Task inputs: Begin
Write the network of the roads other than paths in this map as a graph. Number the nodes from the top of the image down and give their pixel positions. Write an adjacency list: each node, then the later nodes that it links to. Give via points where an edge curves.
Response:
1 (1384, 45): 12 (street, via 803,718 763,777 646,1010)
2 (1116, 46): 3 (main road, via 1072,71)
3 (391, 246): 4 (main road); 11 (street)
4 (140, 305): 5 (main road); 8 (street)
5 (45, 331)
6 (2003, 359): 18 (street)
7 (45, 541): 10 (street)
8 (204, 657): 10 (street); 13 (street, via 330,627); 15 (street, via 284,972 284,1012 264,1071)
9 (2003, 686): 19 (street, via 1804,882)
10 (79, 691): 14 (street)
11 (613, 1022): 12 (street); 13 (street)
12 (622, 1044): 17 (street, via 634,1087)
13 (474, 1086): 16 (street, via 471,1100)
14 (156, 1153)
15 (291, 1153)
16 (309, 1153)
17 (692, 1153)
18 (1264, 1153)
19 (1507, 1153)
Task inputs: End
■ Your instructions
Repeat each entry above exactly as shown.

■ Written answer
Write the network of the roads other than paths in this map as a graph. Number the nodes from the top of the image down and give their pixel positions. Write an adjacency list: each node, then the later nodes that it links to. Give via points where an edge curves.
Response:
1 (1384, 45): 12 (street, via 803,718 763,777 646,1010)
2 (1116, 46): 3 (main road, via 1072,71)
3 (391, 246): 4 (main road); 11 (street)
4 (140, 305): 5 (main road); 8 (street)
5 (45, 331)
6 (2003, 359): 18 (street)
7 (45, 541): 10 (street)
8 (204, 657): 10 (street); 13 (street, via 330,627); 15 (street, via 284,972 284,1012 264,1071)
9 (2003, 686): 19 (street, via 1804,882)
10 (79, 691): 14 (street)
11 (613, 1022): 12 (street); 13 (street)
12 (622, 1044): 17 (street, via 634,1087)
13 (474, 1086): 16 (street, via 471,1100)
14 (156, 1153)
15 (291, 1153)
16 (309, 1153)
17 (692, 1153)
18 (1264, 1153)
19 (1507, 1153)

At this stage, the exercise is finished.